/ 24 July 2014

Editorial – Death sentence won’t stop crime

SA's police force has yet to win the battle against crime.

In the past week, South Africa’s collective psyche was shaken by two separate but similarly callous incidents in which young children were caught in the crossfire of crime, prompting many to hanker nostalgically for the hangman’s noose.

Six-year-old Mongezi Phike of Ekangala was at least found alive after an anguished six-day ordeal with the hijackers who had assaulted his father and sped away with him. Four-year-old Taegrin Morris of Reiger Park was not so fortunate: also involved in a hijacking, he died after being dragged by the moving car while entangled in his seat belt.

These two children are the youngest faces of South Africa’s unending curse of violent crime. Their story has enraged the nation, prompting some to call for a referendum on the death penalty – that is, a popular vote to restore the practice of violent criminals being killed by the state. This emotional call is understandable, given the huge sense of loss and anger at deaths such as that of Taegrin – but it is irrational. It is no different, really, to the cries of angry crowds chanting: “Bring us the criminals and we will kill them.”

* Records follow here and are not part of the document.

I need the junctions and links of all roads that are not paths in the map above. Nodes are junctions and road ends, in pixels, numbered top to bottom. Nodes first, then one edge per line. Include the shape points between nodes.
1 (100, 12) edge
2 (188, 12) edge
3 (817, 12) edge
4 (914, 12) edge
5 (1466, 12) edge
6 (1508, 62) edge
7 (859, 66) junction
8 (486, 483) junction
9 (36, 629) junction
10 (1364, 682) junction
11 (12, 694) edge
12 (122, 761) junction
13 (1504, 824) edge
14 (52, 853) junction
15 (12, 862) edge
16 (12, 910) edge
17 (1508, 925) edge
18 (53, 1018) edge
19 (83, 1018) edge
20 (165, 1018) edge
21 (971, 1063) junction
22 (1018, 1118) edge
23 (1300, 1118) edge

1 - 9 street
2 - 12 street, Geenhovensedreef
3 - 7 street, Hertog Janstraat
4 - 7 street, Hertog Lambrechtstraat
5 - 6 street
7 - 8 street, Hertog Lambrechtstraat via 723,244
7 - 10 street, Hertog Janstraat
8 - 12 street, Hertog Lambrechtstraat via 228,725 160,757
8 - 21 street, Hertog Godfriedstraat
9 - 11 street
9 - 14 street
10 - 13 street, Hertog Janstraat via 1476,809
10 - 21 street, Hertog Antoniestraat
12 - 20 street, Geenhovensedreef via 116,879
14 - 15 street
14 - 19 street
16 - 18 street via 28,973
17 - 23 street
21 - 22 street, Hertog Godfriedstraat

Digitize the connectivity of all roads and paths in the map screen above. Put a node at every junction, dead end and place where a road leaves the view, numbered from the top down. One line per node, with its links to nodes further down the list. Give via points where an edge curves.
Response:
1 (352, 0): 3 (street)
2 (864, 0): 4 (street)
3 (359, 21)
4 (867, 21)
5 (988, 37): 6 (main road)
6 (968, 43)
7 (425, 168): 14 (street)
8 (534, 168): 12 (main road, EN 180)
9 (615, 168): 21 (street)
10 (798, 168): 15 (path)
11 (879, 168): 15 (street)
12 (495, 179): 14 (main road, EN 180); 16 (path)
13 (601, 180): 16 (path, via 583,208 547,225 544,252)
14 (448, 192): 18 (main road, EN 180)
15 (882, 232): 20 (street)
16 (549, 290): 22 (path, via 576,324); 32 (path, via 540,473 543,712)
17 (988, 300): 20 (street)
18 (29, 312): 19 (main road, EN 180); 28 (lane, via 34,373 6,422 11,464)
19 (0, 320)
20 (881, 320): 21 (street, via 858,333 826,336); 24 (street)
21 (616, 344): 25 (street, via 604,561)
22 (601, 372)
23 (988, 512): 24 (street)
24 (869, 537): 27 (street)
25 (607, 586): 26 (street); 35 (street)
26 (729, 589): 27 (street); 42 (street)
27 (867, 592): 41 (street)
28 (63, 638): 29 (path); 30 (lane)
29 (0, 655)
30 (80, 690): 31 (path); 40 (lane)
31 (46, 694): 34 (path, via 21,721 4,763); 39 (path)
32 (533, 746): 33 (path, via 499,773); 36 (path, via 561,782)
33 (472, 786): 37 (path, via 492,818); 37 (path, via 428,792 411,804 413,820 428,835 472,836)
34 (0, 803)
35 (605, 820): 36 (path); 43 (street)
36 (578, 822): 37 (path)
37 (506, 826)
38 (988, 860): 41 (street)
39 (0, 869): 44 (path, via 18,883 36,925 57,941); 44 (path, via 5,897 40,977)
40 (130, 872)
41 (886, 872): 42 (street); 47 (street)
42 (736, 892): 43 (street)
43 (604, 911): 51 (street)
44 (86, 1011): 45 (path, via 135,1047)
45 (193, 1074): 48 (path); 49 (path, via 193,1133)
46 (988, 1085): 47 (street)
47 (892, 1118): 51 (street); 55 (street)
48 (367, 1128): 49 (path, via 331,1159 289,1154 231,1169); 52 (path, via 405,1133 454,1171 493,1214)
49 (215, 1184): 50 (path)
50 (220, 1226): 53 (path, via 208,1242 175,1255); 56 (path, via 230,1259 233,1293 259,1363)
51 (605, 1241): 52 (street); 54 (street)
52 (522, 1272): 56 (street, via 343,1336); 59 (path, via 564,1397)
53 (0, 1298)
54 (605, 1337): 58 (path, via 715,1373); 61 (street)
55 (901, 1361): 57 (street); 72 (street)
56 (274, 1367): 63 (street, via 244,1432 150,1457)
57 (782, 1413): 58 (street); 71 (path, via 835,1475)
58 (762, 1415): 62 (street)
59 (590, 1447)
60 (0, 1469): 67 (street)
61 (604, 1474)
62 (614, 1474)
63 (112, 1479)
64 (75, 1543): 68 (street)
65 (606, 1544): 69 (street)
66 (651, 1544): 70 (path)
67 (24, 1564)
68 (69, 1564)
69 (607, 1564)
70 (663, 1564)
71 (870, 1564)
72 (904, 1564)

It is the desperate cry of a desperate people who have been repeatedly traumatised by crime and emotionally drained by constantly having to deal with its consequences.

This cry arises in the absence of a truly effective criminal justice system. The police force has yet to win the battle against crime. Its core leadership – caught up in factional fights, corruption scandals and with the burden of the Marikana massacre still on its shoulders – is unable to boost the morale of the men and women in blue, who often feel they have been given an impossible task but not the tools and training with which to do it properly. (There have recently been some positive signs of a fresh attitude from the new police minister, but they are for the moment no more than a twinkle in his eye.)

Our prisons, another key part of our justice system, are by no means a reformative environment. Besides being mostly appallingly run, delays and other problems mean they are horribly crowded, overflowing with petty offenders and a paradise for hardened criminals. Yet the conviction rate is low. Our judiciary is overstretched and the justice department is struggling.

It is no surprise, then, that some believe the killers of Taegrin and the kidnappers of Mongezi should simply be killed. They believe, out of frustration, that this is an effective retributive measure – and that, in some way, it would stop the carnage. But in fact it would do nothing to tackle and uproot the underlying causes of crime.

South Africans are bone-weary of the criminals’ reign of terror and these offenders’ impunity in the face of law enforcement. The irrational call for a reconsideration of the death penalty – which was outlawed by our Constitution – will certainly intensify unless the public can begin to see some effective action and change in the state apparatus built to protect them. Our politicians and public servants urgently need to fix the system.